There are herbs that can help cool fiery-feeling skin. While an herbalist or other trained healthcare practitioner can recommend remedies that match your specific condition, the herbs typically suggested include burdock, an anti-inflammatory that also boosts the immune system; calendula, a natural antiseptic that can be applied topically as a lotion, ointment or oil; and cooling aloe in gel or lotion form, which can be massaged into the affected area. Another is boswellia, a product of India’s Ayurvedic healing tradition, which is available in both supplement and topical forms. This well-respected anti-inflammatory is useful in treating a wide range of heat-generating disorders, including skin complaints (DNA Cell Biology 4/05). A paste containing goldenseal root or peppermint oil may also help soothe the burn.

Soothing problems on the outside can be aided by what you take inside. Be sure to get all the nutrients you need, especially such skin savers as omega-3 fatty acids, B-vitamin complex and vitamin C. You can also try cutting gluten—a protein found in wheat and other grains—out of your life to see if that clears your skin.

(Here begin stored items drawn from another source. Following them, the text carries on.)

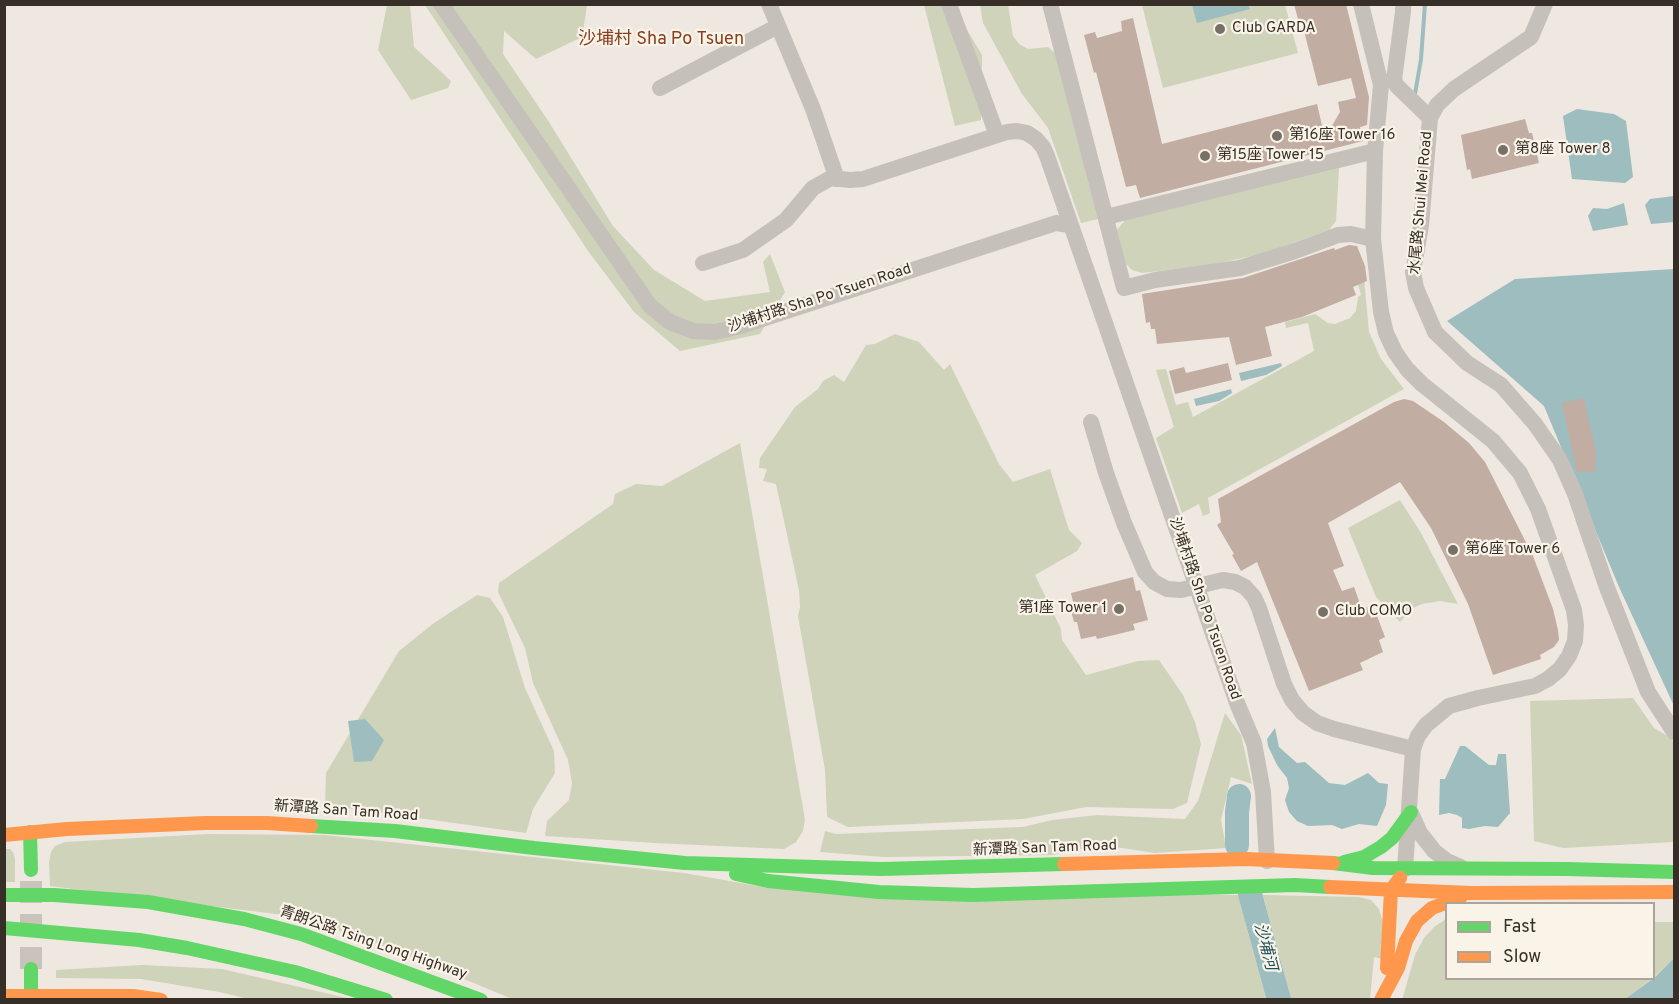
<!DOCTYPE html>
<html>
<head>
<meta charset="utf-8">
<style>
  body { margin:0 }
  #map { position:relative; width:1679px; height:1004px; overflow:hidden; background:#eee8e1; font-family:Overpass,sans-serif }
  canvas { display:block }
  .frame { position:absolute; inset:0; border:6px solid #382e28; pointer-events:none }
  .legend { position:absolute; left:1445px; top:902px; width:210px; height:78px; box-sizing:border-box; background:#faf3e8; border:2px solid #aca49b; margin:0; padding:8px 10px; list-style:none; font-size:18px; color:#382e28 }
  .legend li { display:flex; align-items:center; gap:12px; height:30px }
  .legend b { width:30px; border:2px solid #aca49b }
</style>
</head>
<body>
<div id="map">
<canvas width="1679" height="1004"></canvas>
<div class="frame"></div>
<ul class="legend">
<li><b style="height:8px;background:#63d668"></b>Fast</li>
<li><b style="height:8px;background:#ff974d"></b>Slow</li>
</ul>
</div>
<script>
const context = document.querySelector('canvas').getContext('2d');
context.lineJoin = 'round';
function fill(path, color) {
  context.fillStyle = color;
  context.fill(path, 'evenodd');
}
function toPath(rows) {
  const path = new Path2D();
  for (const r of rows) {
    path.moveTo(r[0], r[1]);
    for (let i = 2; i < r.length; i += 2) path.lineTo(r[i], r[i + 1]);
  }
  return path;
}
function stroke(path, color, width, dash) {
  context.strokeStyle = color;
  context.lineWidth = width;
  context.lineCap = dash ? 'butt' : 'round';
  context.setLineDash(dash || []);
  context.stroke(path);
}
function label(font, color, halo, rows, align = 'center') {
  context.font = font + ' Overpass,"Noto Sans TC",sans-serif';
  context.lineWidth = 4.5;
  context.setLineDash([]);
  context.textBaseline = 'middle';
  context.strokeStyle = halo;
  context.fillStyle = color;
  for (const [text, x, y, turn = 0] of rows) {
    context.save();
    context.translate(x, y);
    context.rotate((+turn || 0) * Math.PI / 180);
    context.textAlign = isNaN(turn) ? turn : align;
    if (halo) context.strokeText(text, 0, 0);
    context.fillText(text, 0, 0);
    context.restore();
  }
}
const green = toPath([
  [387,5,410,5,414,47,451,81,448,88,411,100,378,50],
  [425,5,589,5,587,6,582,37,536,59,504,31,503,54,549,122,613,226,654,270,705,301,770,292,763,262,770,254,785,292,760,334,680,351,634,312,588,251],
  [924,5,952,5,982,55,981,120,955,126],
  [980,5,1008,5,1013,36,1019,44,1028,49,1048,47,1055,53,1098,219,1081,223,1048,128,1022,94,983,23],
  [1142,5,1285,5,1298,53,1163,88],
  [1339,168,1336,221,1329,230,1265,253,1211,265,1142,273,1132,270,1125,263,1117,230,1125,220],
  [1364,278,1369,332,1381,359,1404,389,1208,498,1210,513,1203,516,1199,504,1182,513,1156,438,1174,427,1156,370,1166,369,1176,405,1188,402,1193,417,1314,351,1308,323,1286,328,1285,322,1315,314,1328,323,1335,324,1350,318,1356,311,1358,297,1361,295,1357,281],
  [895,334,919,342,944,370,950,364,999,464,1013,482,1050,469,1069,530,1082,543,1077,551,1035,575,1061,629,1062,640,1086,675,1138,661,1159,660,1183,695,1195,722,1201,744,1187,803,1173,809,1086,807,1023,819,848,827,827,817,825,770,798,616,800,607,799,590,776,484,763,481,767,469,759,468,760,458,795,407,818,389,823,381,834,375,844,382,866,345,875,344],
  [740,443,805,820,803,831,796,842,784,849,655,843,545,836,547,821,569,800,572,783,568,760,533,683,525,648,498,592,499,583,613,504,615,494,636,484,662,486],
  [1400,500,1421,533,1458,604,1440,601,1422,604,1413,608,1400,622,1376,597,1348,528],
  [477,595,490,598,503,617,525,688,554,751,555,773,533,809,526,833,325,805,326,773,399,651,434,623],
  [1633,698,1654,728,1671,738,1674,744,1674,842,1563,848,1534,841,1530,701],
  [1225,713,1241,735,1252,784,1231,777,1221,820,1226,848,1155,853,1122,848,1078,849,1053,855,884,857,820,852,825,831,836,834,1023,827,1052,820,1097,815,1185,819,1198,801],
  [208,834,324,835,684,873,769,888,1238,895,1266,999,512,999,392,949,334,929,284,915,50,886,49,862,51,852,55,846,65,842],
  [5,849,10,849,13,852,15,859,15,882,5,882],
  [1263,895,1359,897,1371,900,1379,909,1383,923,1382,959,1374,957,1370,999,1291,999],
  [1446,919,1446,978,1652,979,1625,999,1402,1000,1415,955,1424,938,1434,927],
  [1654,922,1674,922,1674,958,1654,977],
  [143,965,222,969,351,999,249,999,219,992,141,979,56,978,56,970]
]);
const water = toPath([
  [1192,5,1248,5,1250,9,1197,23],
  [1577,109,1614,114,1626,121,1633,177,1625,183,1572,179,1563,116],
  [1674,196,1674,222,1651,224,1645,205,1650,199],
  [1624,203,1628,225,1593,231,1588,216,1593,208,1607,209],
  [1674,269,1674,706,1619,587,1544,406,1447,321,1515,279],
  [1281,363,1282,366,1266,375,1241,381,1239,373],
  [1231,389,1232,393,1219,401,1196,406,1194,399],
  [365,719,384,740,372,761,354,762,348,721],
  [1275,728,1279,747,1297,763,1305,762,1329,783,1345,785,1368,773,1379,783,1388,784,1386,805,1377,826,1359,824,1342,829,1332,825,1308,826,1297,821,1289,812,1285,800,1289,788,1287,778,1277,765,1268,746,1267,739],
  [1460,746,1465,746,1489,765,1496,765,1498,754,1506,754,1510,813,1498,827,1485,826,1469,829,1462,828,1462,818,1457,815,1449,813,1439,815,1440,779,1445,779],
  [1674,958,1674,999,1625,999,1654,978]
]);
const stream = toPath([
  [1415,94,1421,59,1425,4]
]);
const river = toPath([
  [1237,845,1237,812,1239,796],
  [1250,894,1279,1000]
]);
const building = toPath([
  [1294,4,1346,4,1369,97,1367,125,1360,127,1363,141,1140,198,1136,185,1126,187,1096,72,1094,73,1084,35,1095,32,1097,38,1122,31,1121,21,1133,18,1162,144,1317,104,1325,138,1340,112,1338,102,1356,98,1351,78,1318,86,1302,23,1299,23],
  [1525,119,1529,133,1532,133,1539,163,1472,179,1470,169,1467,170,1461,135],
  [1349,245,1357,246,1365,266,1367,281,1353,287,1356,295,1302,317,1265,327,1272,356,1236,365,1229,337,1157,344,1155,329,1151,329,1150,322,1146,323,1142,294,1243,278,1334,248,1335,250],
  [1228,363,1232,380,1175,394,1169,371,1184,367,1186,373],
  [1584,398,1596,452,1595,472,1577,472,1562,403],
  [1404,399,1413,401,1444,422,1469,443,1485,462,1533,556,1553,609,1558,630,1559,640,1554,647,1540,655,1541,659,1493,675,1468,604,1456,579,1431,528,1400,482,1328,523,1344,566,1333,570,1342,591,1354,587,1362,609,1367,607,1371,618,1377,616,1385,637,1379,640,1383,652,1360,663,1363,670,1309,691,1257,562,1241,571,1232,555,1234,554,1217,525,1221,522,1218,499,1394,402],
  [1133,577,1136,591,1140,590,1148,620,1133,624,1135,630,1097,639,1096,636,1081,639,1077,622,1074,622,1070,607,1074,606,1071,593]
]);
const secondaryTunnel = toPath([
  [31,969,31,881]
]);
const street = toPath([
  [441,4,650,306,670,322,693,331,715,332,741,326,1056,223,1070,225],
  [769,4,813,109,837,179],
  [949,4,997,135],
  [1050,4,1124,288,1155,280,1240,268,1295,251,1338,235,1351,234,1373,239],
  [1361,4,1381,85,1375,151,1373,239,1381,312,1386,333,1395,352,1407,369,1422,384,1493,441,1520,473,1538,509,1574,610,1576,625,1575,641,1569,656,1560,669,1548,679,1535,686,1478,698,1449,706,1426,725,1418,736,1413,749,1405,869],
  [1403,4,1403,12,1394,80,1397,86,1430,118],
  [1545,4,1531,37,1454,89,1437,105,1430,118,1421,226,1413,272,1416,288,1435,332,1467,363,1501,385,1535,424,1560,460,1575,494,1606,585,1648,692,1674,732],
  [660,88,778,26],
  [1106,217,1375,151],
  [703,263,743,250,786,220,813,188,831,178,850,180,863,179,1007,132,1017,131,1027,133,1036,139,1043,147,1047,156,1237,703,1254,743,1263,792,1267,861],
  [1091,422,1106,473,1124,523,1145,572,1154,582,1167,589,1181,590,1223,580,1235,582,1245,587,1254,597,1259,608,1284,684,1292,700,1303,713,1317,723,1334,729,1413,749],
  [1411,813,1420,833,1434,851,1447,861,1461,867]
]);
const fast = toPath([
  [311,826,395,831,534,848,685,863,881,869,1064,864],
  [30,832,31,870],
  [1344,862,1364,857,1381,847,1392,838,1411,812],
  [1333,863,1373,868,1567,869,1674,872],
  [736,874,768,881,879,892,973,895,1295,885,1330,887],
  [4,895,54,895,148,902,244,919,301,934,481,1000],
  [4,928,139,940,187,948,295,972,386,1000],
  [31,969,31,996]
]);
const slow = toPath([
  [4,835,67,829,205,823,267,823,311,826],
  [1064,864,1246,859,1333,863],
  [1330,887,1471,893,1674,892],
  [1387,968,1391,890,1400,878],
  [4,996,133,996,161,1000],
  [1381,1000,1398,968,1406,941,1417,921,1432,908,1461,897]
]);
const markers = [
  [1220,29,6,"#786f69"],
  [1277,136,6,"#786f69"],
  [1503,150,6,"#786f69"],
  [1205,156,6,"#786f69"],
  [1453,550,6,"#786f69"],
  [1119,609,6,"#786f69"],
  [1323,612,6,"#786f69"]
];
const poiNames = [
  ["Club GARDA",1232,29],
  ["第16座 Tower 16",1289,136],
  ["第8座 Tower 8",1515,150],
  ["第15座 Tower 15",1217,156],
  ["第6座 Tower 6",1465,550],
  ["第1座 Tower 1",1107,609,"right"],
  ["Club COMO",1335,612]
];
const streetNames = [
  ["水尾路 Shui Mei Road",1422,203,-85],
  ["沙埔村路 Sha Po Tsuen Road",820,299,-18],
  ["沙埔村路 Sha Po Tsuen Road",1204,609,71],
  ["新潭路 San Tam Road",346,812,4],
  ["新潭路 San Tam Road",1045,849,-2],
  ["青朗公路 Tsing Long Highway",373,944,19]
];
const waterNames = [
  ["沙埔河",1264,947,75]
];
const quarterNames = [
  ["沙埔村 Sha Po Tsuen",661,40]
];
fill(green, '#ced3ba');
fill(water, '#9dbdbf');
stroke(stream, '#9dbdbf', 4);
stroke(river, '#9dbdbf', 24);
fill(building, '#c1ada2');
stroke(secondaryTunnel, '#cac3bc', 22, [22, 11]);
stroke(street, '#c6c0ba', 16);
stroke(fast, '#63d668', 14);
stroke(slow, '#ff974d', 14);
for (const [x, y, r, color] of markers) {
  const dot = new Path2D();
  dot.arc(x, y, r, 0, 2 * Math.PI);
  context.fillStyle = color;
  context.fill(dot);
  stroke(dot, '#faf3e8', 2);
}
label('15px', '#382e28', '#faf3e8', poiNames, 'left');
label('15px', '#382e28', '#faf3e8', streetNames);
label('italic 16px', '#1c535a', '#faf3e8', waterNames);
label('18px', '#893e1f', '#faf3e8', quarterNames);
</script>
</body>
</html>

For some individuals, skin allergies play a huge part in their lives; between identifying allergies, relieving symptoms and avoiding allergens, it can feel like a full-time job. For others, the occasional outbreak is nothing more than an itchy nuisance. So try filling your medicine chest and utility closet with non-allergenic, fragrance-free items, from makeup and beauty products to dish detergent and house cleansers. After all, if you steer clear of the itch-maker, there’ll be no need to scratch that itch.